### [ABOUT THIS EXERCISE]
In how many lines of the data below does the word "Nail" appear? Reply with the number and nothing more.

### [MATERIAL FOR THIS TASK]
※

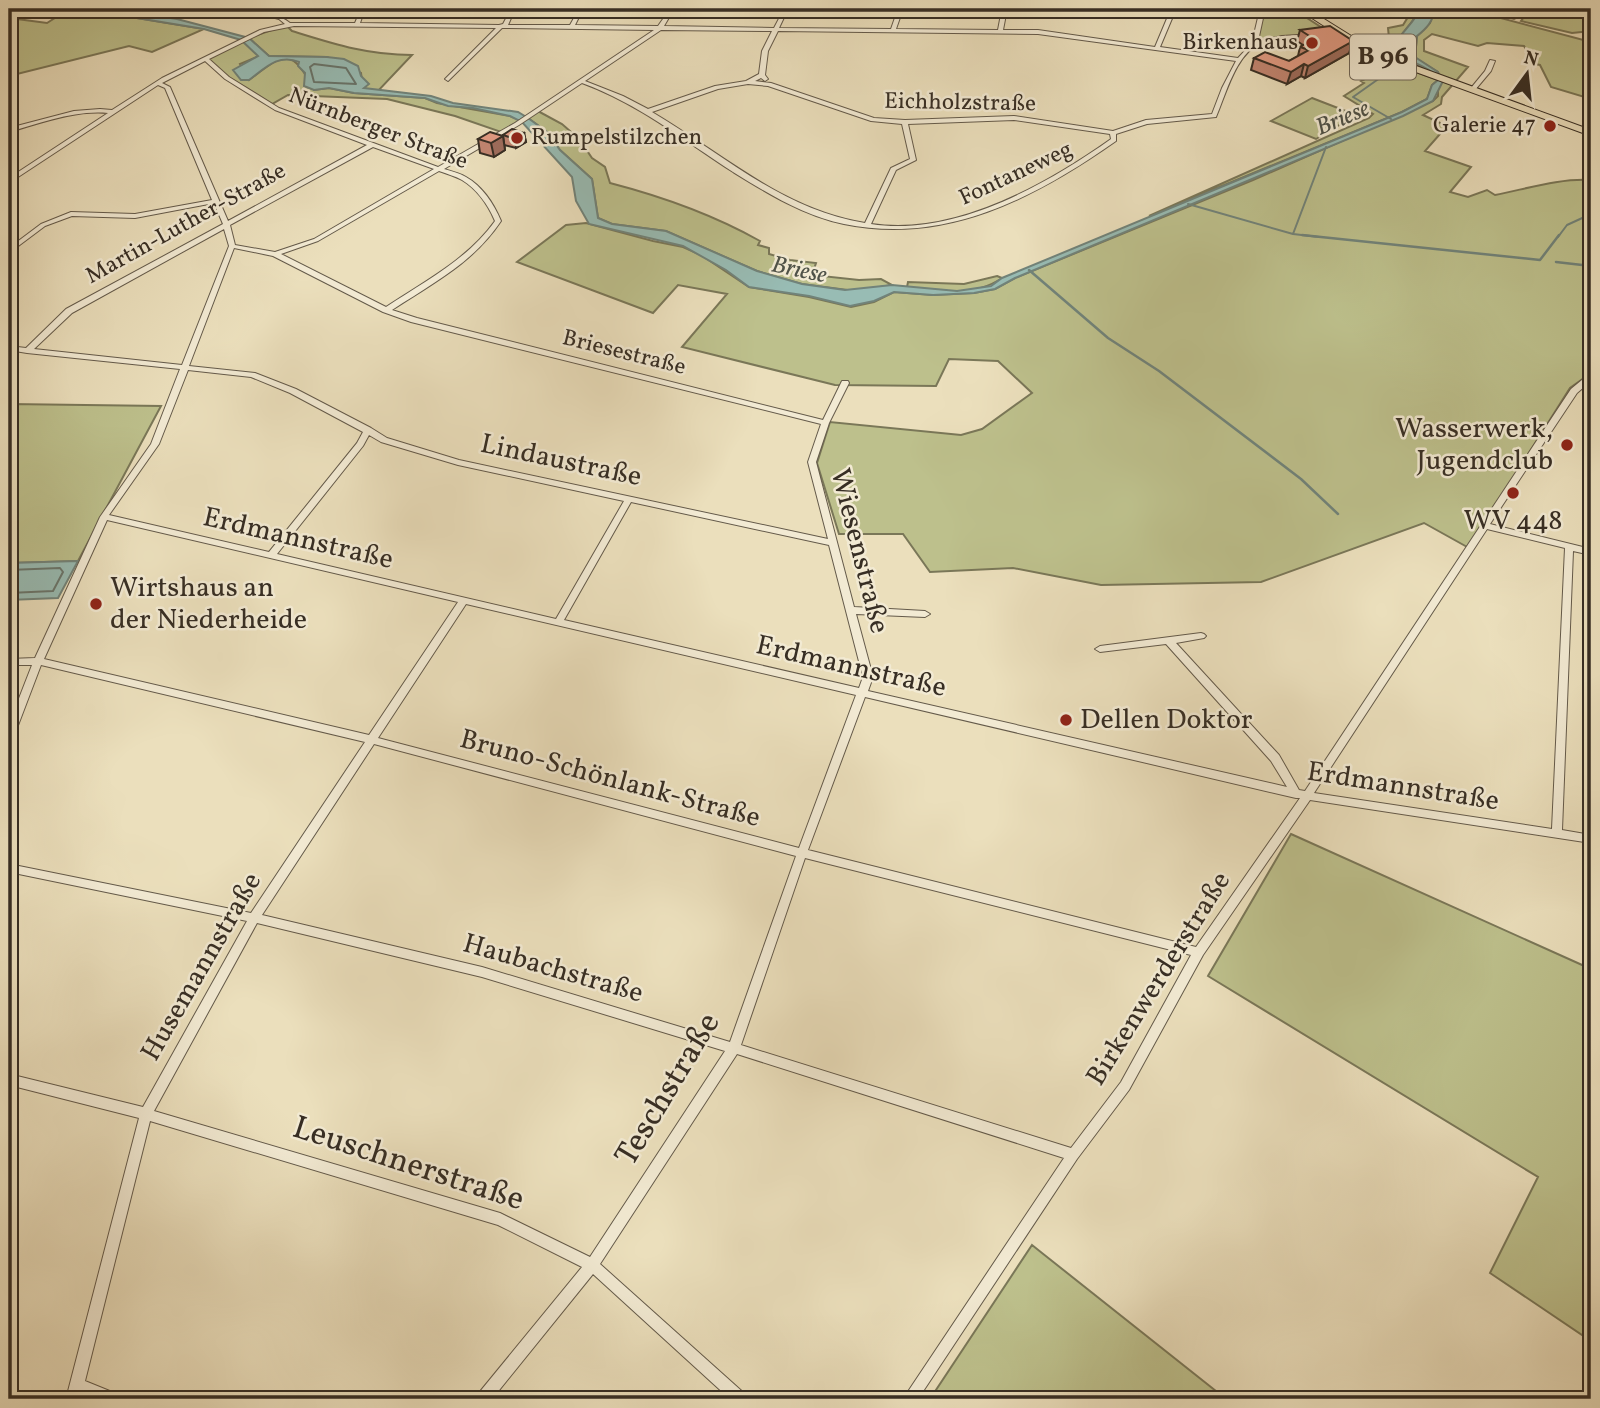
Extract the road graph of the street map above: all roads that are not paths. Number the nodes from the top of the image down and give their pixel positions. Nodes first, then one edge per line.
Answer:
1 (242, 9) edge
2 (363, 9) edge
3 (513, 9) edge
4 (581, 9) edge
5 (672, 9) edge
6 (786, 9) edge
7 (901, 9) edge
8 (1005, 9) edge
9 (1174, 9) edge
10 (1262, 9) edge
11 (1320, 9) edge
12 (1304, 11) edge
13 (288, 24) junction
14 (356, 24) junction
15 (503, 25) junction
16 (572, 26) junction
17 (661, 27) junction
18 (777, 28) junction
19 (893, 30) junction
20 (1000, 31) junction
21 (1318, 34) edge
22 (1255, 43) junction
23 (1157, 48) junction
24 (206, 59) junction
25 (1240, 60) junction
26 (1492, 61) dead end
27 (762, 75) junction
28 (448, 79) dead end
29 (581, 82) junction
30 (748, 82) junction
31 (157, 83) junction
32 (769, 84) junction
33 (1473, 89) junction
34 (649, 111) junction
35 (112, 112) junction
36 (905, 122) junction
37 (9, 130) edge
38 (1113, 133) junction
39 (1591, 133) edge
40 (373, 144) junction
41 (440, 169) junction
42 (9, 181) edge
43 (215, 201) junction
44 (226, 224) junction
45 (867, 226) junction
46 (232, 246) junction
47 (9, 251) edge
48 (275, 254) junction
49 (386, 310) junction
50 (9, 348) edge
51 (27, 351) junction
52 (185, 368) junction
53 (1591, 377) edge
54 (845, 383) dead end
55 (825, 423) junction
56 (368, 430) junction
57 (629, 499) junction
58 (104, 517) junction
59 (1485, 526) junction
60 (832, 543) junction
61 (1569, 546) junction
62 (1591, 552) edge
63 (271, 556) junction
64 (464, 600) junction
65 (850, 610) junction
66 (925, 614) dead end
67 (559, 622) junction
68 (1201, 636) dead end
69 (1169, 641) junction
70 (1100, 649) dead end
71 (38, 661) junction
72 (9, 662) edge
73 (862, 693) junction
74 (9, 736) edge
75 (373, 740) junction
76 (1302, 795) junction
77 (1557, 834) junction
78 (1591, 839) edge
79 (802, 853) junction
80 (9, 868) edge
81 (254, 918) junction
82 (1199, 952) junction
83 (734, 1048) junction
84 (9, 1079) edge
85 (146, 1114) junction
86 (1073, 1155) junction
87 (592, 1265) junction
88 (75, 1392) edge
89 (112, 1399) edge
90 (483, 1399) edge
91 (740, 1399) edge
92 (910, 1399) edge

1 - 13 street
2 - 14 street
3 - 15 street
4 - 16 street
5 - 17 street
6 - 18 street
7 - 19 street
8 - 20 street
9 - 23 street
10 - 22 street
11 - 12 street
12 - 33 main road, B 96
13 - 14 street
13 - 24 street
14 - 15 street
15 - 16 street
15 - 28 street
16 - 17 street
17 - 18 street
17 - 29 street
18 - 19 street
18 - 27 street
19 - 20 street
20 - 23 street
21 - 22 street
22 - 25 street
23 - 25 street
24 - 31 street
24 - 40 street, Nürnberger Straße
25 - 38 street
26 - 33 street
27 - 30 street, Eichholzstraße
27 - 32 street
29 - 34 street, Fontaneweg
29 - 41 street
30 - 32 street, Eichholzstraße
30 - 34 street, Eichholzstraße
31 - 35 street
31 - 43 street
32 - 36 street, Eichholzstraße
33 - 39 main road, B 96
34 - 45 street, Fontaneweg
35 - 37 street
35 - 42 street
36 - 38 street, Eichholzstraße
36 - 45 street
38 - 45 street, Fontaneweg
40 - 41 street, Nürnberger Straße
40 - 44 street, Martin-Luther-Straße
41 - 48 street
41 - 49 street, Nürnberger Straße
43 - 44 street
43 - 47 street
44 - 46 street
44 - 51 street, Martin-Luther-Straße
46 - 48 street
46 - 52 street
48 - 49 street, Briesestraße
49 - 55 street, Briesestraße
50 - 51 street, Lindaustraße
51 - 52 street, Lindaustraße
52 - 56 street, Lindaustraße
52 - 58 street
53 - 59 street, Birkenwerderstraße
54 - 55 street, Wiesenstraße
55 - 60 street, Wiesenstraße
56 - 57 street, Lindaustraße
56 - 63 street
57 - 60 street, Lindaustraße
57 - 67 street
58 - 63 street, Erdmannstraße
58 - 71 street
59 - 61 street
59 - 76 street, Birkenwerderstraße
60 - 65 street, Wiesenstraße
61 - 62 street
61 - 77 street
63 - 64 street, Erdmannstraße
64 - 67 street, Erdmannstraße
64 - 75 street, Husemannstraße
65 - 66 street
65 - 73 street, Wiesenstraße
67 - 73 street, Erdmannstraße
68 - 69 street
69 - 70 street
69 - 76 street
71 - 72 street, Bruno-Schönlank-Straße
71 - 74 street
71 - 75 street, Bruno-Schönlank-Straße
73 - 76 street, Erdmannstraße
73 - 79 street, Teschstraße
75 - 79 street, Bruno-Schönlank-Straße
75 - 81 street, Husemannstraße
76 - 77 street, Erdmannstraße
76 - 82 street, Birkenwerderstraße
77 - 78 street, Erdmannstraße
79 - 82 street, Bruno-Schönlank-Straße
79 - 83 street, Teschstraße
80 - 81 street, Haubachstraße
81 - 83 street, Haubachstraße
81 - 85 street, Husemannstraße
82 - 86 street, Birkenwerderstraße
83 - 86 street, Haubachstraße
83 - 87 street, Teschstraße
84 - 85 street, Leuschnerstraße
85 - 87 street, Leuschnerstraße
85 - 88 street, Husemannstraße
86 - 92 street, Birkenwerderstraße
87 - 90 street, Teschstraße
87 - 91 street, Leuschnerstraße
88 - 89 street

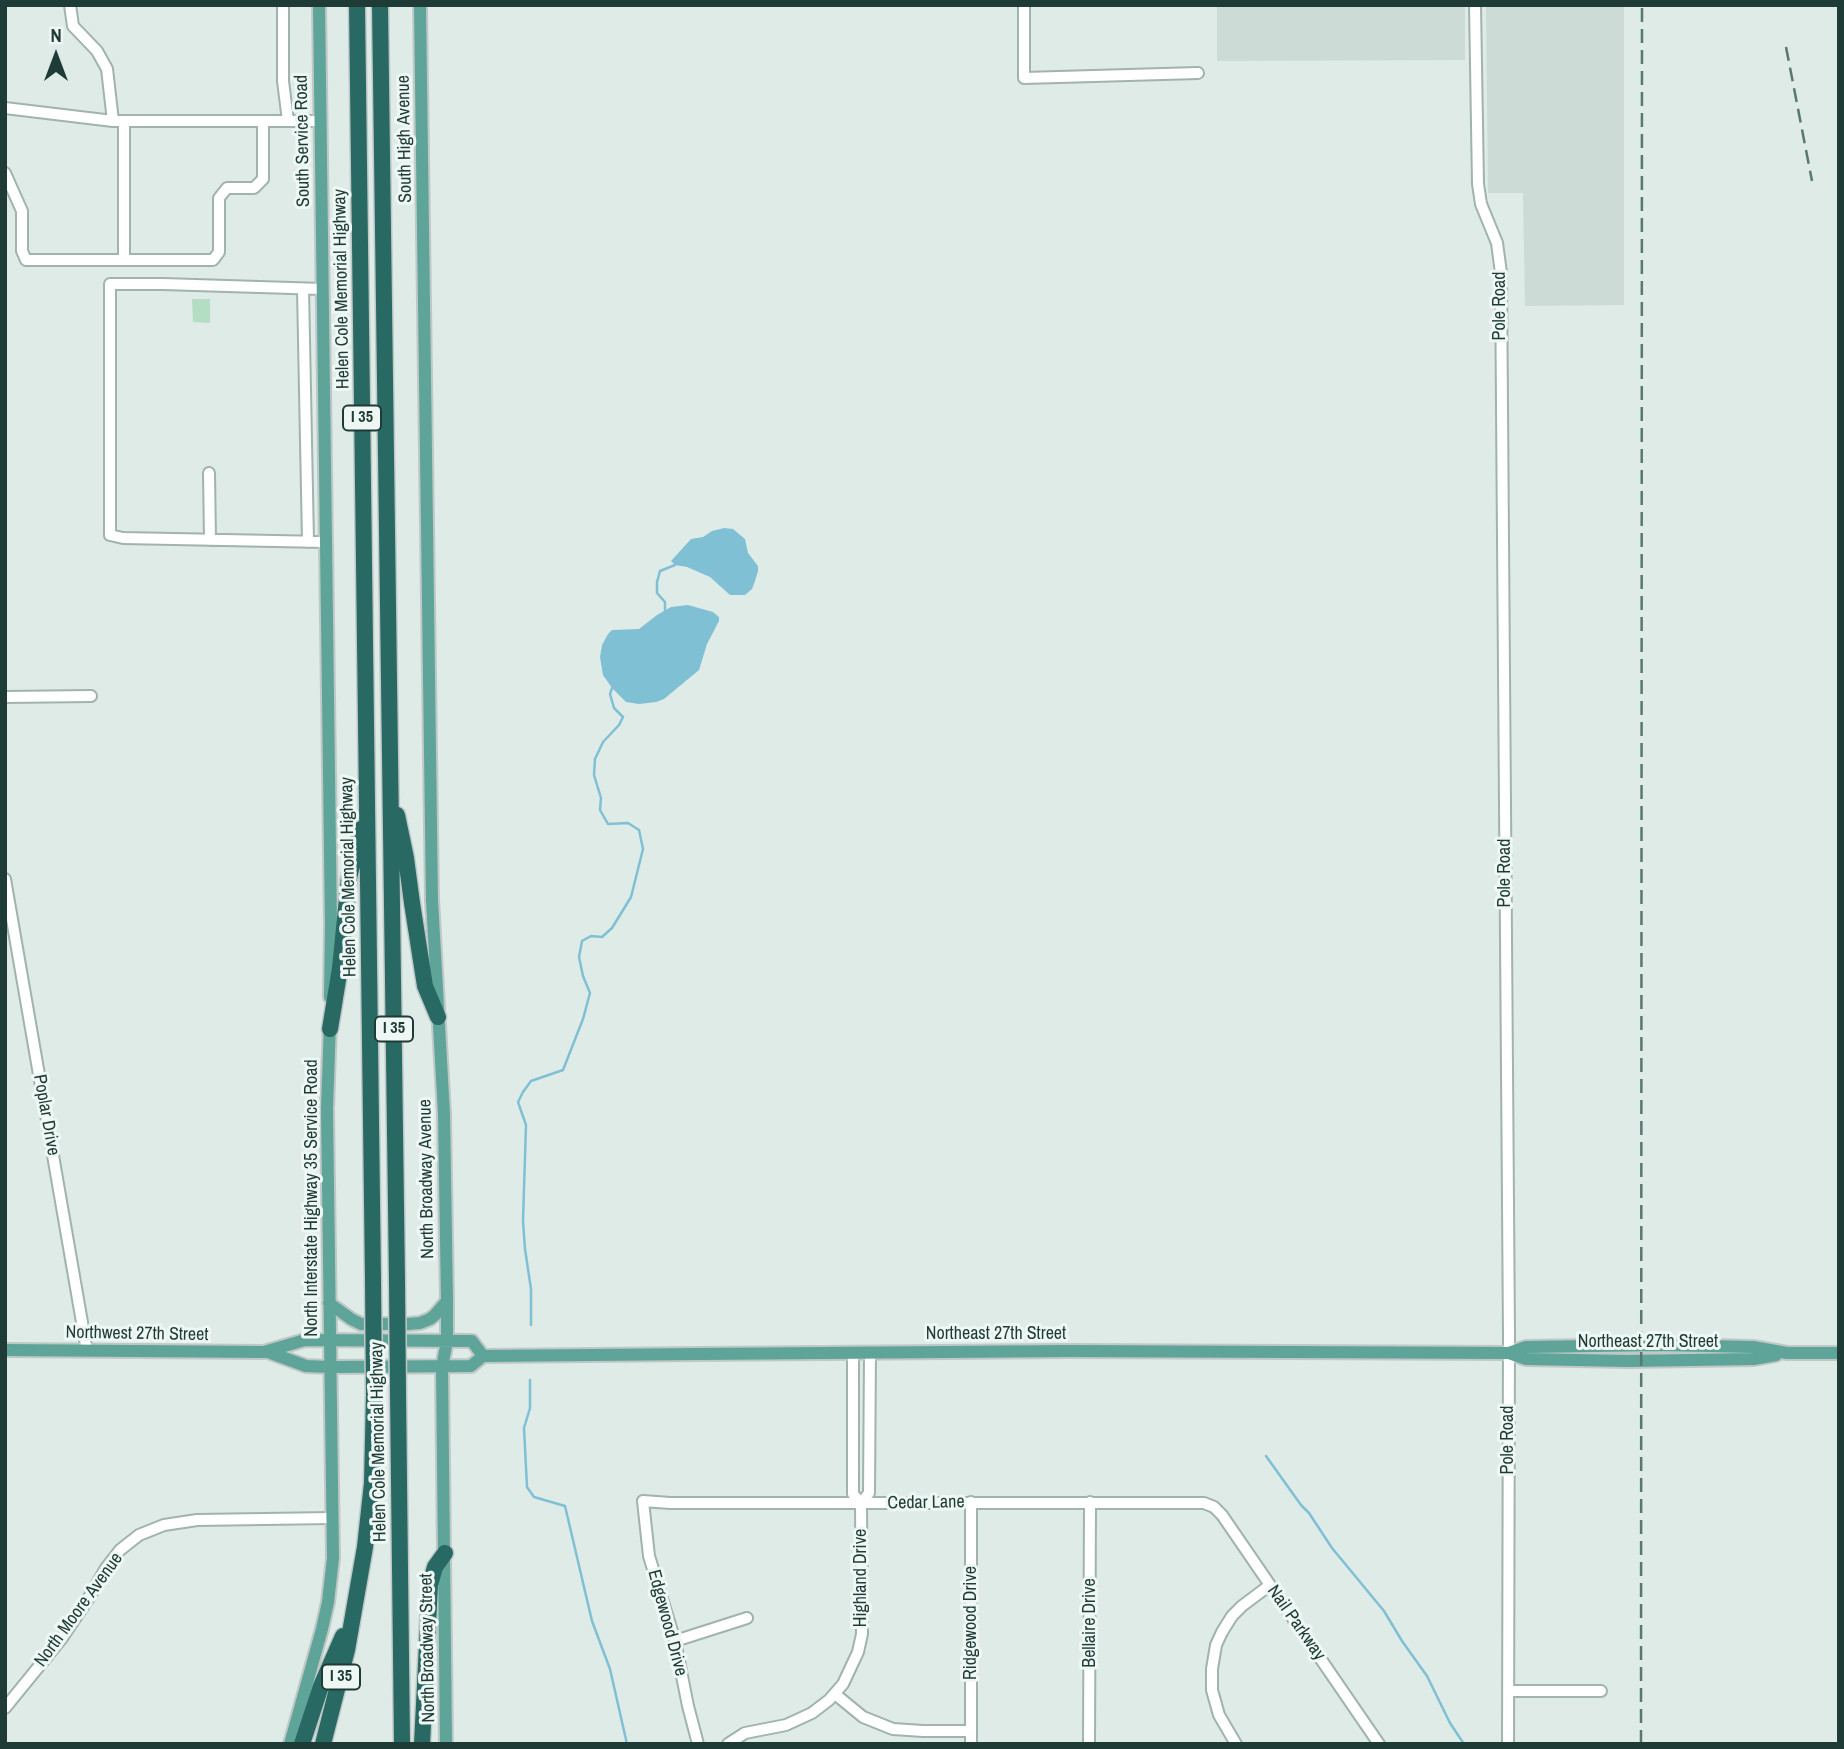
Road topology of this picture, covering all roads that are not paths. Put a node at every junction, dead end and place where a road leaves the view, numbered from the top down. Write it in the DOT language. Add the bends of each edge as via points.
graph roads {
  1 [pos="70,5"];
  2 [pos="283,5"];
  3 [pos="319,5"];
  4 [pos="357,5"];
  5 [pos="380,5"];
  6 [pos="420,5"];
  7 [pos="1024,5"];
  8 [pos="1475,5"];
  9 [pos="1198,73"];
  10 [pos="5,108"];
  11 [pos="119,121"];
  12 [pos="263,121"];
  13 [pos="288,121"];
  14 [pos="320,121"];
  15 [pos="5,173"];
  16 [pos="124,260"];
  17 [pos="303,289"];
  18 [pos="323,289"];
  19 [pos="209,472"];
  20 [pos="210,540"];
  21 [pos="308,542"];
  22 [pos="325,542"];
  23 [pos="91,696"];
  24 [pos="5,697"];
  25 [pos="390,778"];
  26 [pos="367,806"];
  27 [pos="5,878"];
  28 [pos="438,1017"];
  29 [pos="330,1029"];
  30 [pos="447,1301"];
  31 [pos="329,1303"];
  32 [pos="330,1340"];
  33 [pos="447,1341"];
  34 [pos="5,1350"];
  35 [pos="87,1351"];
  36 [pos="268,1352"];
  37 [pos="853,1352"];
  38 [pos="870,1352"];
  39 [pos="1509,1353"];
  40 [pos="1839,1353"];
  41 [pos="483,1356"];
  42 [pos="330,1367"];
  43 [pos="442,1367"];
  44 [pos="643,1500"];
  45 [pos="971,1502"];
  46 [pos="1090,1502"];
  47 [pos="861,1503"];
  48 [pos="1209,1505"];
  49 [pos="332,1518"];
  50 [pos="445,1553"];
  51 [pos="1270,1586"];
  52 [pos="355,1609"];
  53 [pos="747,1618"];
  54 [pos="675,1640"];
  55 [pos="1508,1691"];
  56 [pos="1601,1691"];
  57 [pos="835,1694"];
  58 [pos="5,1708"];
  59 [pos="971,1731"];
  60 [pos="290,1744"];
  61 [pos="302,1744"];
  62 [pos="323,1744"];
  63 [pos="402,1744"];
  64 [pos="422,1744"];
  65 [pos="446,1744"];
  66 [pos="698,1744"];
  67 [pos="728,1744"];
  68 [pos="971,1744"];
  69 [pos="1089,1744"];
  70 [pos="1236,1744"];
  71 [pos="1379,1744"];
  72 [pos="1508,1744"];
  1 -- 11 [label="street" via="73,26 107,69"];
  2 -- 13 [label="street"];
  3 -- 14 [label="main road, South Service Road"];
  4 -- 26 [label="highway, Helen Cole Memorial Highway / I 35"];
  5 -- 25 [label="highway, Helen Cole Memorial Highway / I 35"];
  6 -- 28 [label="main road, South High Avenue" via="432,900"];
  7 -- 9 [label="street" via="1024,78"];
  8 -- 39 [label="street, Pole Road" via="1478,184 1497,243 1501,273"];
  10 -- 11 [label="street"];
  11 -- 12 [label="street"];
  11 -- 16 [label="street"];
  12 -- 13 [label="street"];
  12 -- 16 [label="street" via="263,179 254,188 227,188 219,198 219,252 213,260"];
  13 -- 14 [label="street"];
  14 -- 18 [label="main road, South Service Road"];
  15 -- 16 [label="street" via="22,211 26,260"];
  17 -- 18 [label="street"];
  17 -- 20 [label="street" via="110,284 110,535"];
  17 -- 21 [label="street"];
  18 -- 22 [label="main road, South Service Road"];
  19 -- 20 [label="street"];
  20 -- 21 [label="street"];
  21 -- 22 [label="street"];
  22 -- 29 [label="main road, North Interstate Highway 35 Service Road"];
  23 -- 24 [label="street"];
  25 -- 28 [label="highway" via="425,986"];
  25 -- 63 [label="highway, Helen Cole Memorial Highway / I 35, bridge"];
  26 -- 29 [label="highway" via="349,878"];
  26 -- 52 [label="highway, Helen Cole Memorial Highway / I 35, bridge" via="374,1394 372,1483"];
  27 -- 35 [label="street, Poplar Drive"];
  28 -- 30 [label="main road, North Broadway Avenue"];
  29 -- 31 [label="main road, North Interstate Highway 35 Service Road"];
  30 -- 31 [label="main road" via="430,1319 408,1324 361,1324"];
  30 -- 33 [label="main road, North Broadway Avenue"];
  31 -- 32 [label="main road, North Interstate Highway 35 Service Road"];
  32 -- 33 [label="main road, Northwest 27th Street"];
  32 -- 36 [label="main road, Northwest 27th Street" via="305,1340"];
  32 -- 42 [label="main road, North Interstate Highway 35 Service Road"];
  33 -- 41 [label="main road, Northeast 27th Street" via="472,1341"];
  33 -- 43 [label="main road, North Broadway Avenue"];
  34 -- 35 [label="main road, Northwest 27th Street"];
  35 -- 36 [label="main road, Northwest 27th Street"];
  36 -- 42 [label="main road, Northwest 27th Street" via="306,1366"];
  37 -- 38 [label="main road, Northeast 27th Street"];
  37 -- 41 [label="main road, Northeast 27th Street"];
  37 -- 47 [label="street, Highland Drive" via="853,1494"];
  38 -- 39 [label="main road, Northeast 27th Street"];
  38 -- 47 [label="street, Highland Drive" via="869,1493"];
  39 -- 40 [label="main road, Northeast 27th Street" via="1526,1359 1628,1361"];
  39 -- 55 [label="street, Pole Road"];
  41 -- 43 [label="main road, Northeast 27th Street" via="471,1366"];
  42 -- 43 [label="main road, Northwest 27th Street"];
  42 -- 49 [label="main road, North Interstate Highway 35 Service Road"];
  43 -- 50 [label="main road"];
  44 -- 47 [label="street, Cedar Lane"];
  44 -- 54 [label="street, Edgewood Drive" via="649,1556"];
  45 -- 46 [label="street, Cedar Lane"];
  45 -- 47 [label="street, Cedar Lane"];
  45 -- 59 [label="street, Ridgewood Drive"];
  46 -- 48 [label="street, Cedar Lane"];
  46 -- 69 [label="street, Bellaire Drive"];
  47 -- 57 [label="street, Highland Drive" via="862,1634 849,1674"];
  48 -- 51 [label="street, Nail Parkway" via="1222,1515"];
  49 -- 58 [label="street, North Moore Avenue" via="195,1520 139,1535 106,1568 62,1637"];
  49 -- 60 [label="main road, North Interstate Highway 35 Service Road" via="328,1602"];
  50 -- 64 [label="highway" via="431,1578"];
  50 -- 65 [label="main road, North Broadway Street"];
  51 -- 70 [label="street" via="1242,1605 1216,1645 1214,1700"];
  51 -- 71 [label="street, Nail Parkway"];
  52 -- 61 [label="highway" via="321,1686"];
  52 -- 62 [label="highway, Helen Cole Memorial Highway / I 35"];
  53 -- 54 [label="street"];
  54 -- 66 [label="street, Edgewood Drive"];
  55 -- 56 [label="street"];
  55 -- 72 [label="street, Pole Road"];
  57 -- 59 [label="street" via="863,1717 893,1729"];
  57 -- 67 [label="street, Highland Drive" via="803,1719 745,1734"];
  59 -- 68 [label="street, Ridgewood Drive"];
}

※

### [ANSWER BOX]
2